A Simple and stateful backend for text extraction, image extraction, noteshrinking, and making OCR of PDF files
PDFSense combines several open source PDF, image and text tools to one REST API. It tries to use sensible defaults, so that you could get good results without tinkering with the settings.
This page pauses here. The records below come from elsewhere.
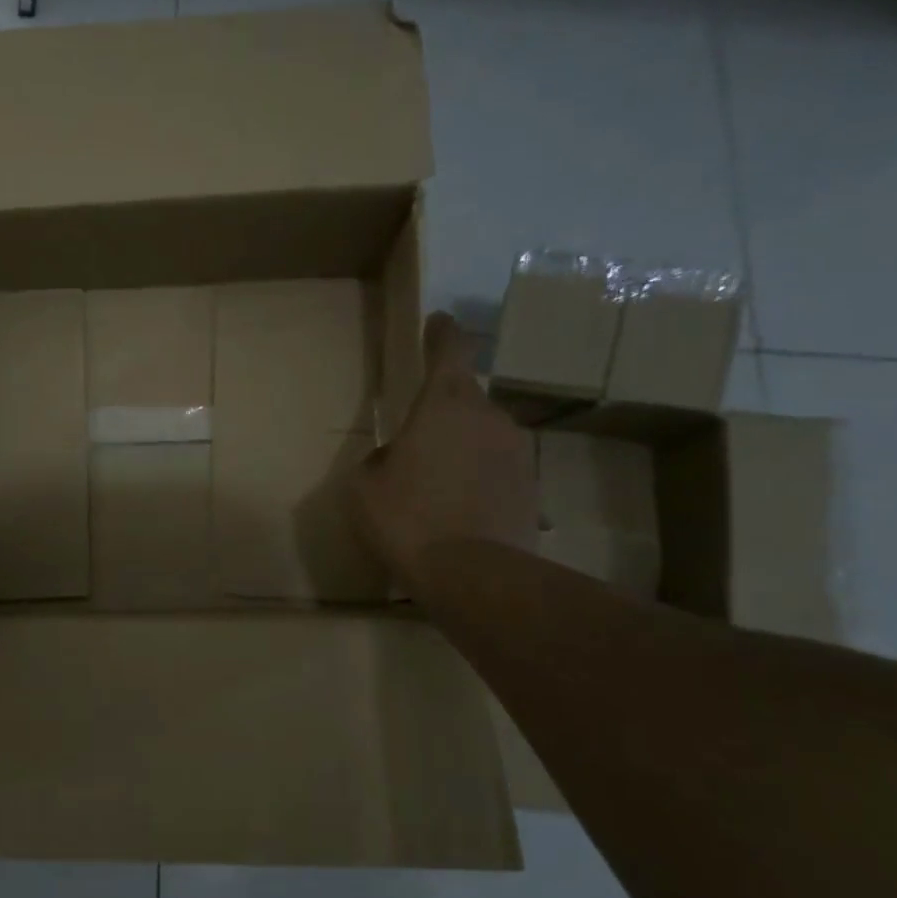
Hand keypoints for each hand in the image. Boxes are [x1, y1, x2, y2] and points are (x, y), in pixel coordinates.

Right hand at [351, 312, 537, 579]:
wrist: (474, 575)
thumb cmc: (407, 519)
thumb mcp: (364, 487)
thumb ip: (378, 460)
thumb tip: (393, 460)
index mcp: (445, 404)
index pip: (450, 349)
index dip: (442, 333)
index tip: (438, 322)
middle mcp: (489, 417)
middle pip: (466, 399)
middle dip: (442, 413)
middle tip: (415, 444)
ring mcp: (518, 452)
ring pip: (483, 436)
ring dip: (462, 450)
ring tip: (436, 487)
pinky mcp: (533, 487)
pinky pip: (497, 471)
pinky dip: (479, 481)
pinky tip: (458, 513)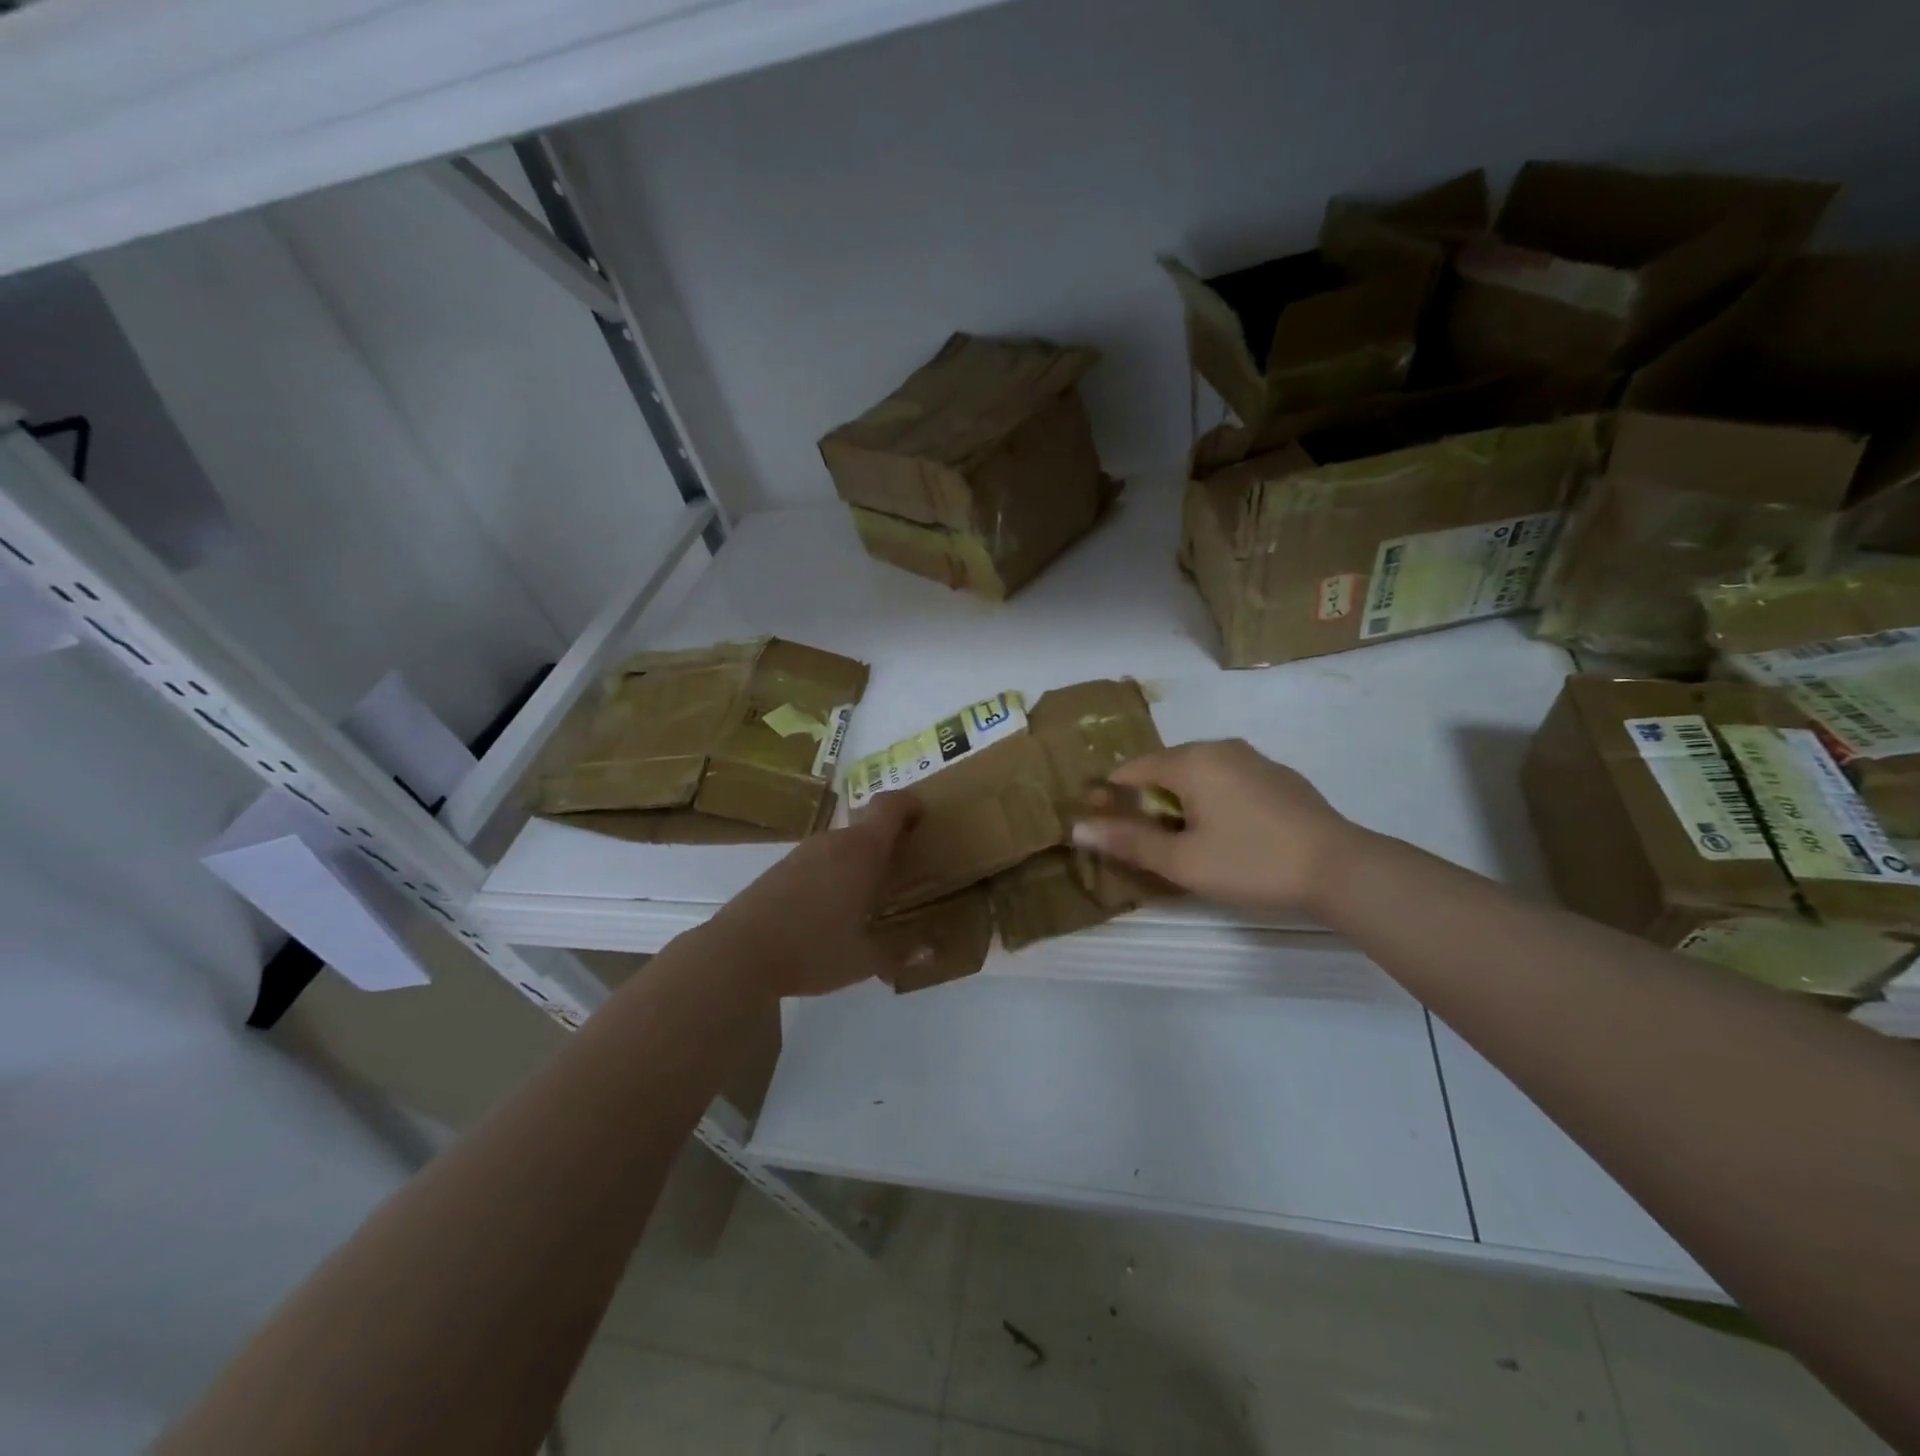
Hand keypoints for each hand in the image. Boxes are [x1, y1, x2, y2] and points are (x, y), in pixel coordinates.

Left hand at [700, 792, 922, 997]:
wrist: (737, 954)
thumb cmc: (812, 949)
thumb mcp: (865, 959)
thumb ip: (901, 953)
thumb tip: (931, 952)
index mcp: (862, 851)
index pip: (890, 806)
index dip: (910, 803)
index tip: (923, 816)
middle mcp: (833, 842)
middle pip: (867, 826)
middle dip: (888, 842)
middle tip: (903, 869)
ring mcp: (802, 853)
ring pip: (841, 845)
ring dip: (859, 860)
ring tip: (869, 895)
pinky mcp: (780, 869)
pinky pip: (819, 860)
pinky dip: (834, 872)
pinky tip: (830, 909)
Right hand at [1070, 739, 1361, 915]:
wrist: (1340, 867)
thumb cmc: (1250, 862)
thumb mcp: (1181, 860)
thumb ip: (1127, 841)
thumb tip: (1077, 828)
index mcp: (1191, 760)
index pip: (1131, 769)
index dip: (1112, 799)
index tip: (1108, 830)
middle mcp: (1219, 748)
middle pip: (1164, 769)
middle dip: (1147, 802)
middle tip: (1149, 845)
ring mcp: (1253, 759)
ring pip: (1198, 775)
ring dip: (1181, 803)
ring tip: (1187, 843)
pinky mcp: (1278, 777)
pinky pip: (1228, 781)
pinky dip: (1213, 801)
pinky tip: (1229, 836)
PDFSense stores the output of every endpoint as a directory tree (thats' why it's stateful). This allows you to upload original PDF once and then experiment with processing endpoints without the need to upload original data again and again.
.
├── extracted
│  └── images
│  ├── noteshrink
│  │  └── images
│  │  ├── files.txt
│  │  ├── noteshrink.cli
│  │  ├── noteshrink.log
│  │  ├── page-000.png
│  │  └── ocr
│  │  └── textpdf
│  │  ├── files.txt
│  │  ├── ocr.cli
│  │  ├── ocr.log
│  │  └── ocr.pdf
│  └── page-000.jpg
├── rendered
│  └── 100
│  ├── page-1.png
│  └── pdf
│  ├── combined
│  │  ├── full.pdf
│  │  ├── qpdf.cli
│  │  └── qpdf.log
│  ├── files.txt
│  └── images.pdf
└── typewritten_bw_aamunkoitto.pdf
PDFSense mounts 'data' directory from host machine to the container. This allows you to use following setup, where you can examine the result of each action immediately in your file browser:
Get source, build image and start
git clone https://github.com/artturimatias/PDFSense
cd PDFSense
make build
make start
Upload your first PDF:
curl -F "file=@myfile.pdf" http://localhost:8200/api/uploads
Render your PDF as images with resolution 150 dpi:
curl -X POST http://localhost:8200/api/uploads/myfile.pdf/rendered/150
Now you can find rendered images from data/uploads/myfile.pdf/rendered/150
You can continue processing with rendered images. Let's rotate images and create a new PDF from rotated images:
curl -X POST http://localhost:8200/api/uploads/myfile.pdf/rendered/150/rotate/90
curl -X POST http://localhost:8200/api/uploads/myfile.pdf/rendered/150/rotate/90/pdf
Now you should have a PDF file with pages that are sideways on data/uploads/myfile.pdf/rendered/300/rotate/90/pdf/images.pdf
PDFSense uses weird but handy command path REST API. You first upload your PDF to /api/uploads, then you can continue processing by using the file id which can be found from the response. You can then continue prosessing by stacking commands in the path.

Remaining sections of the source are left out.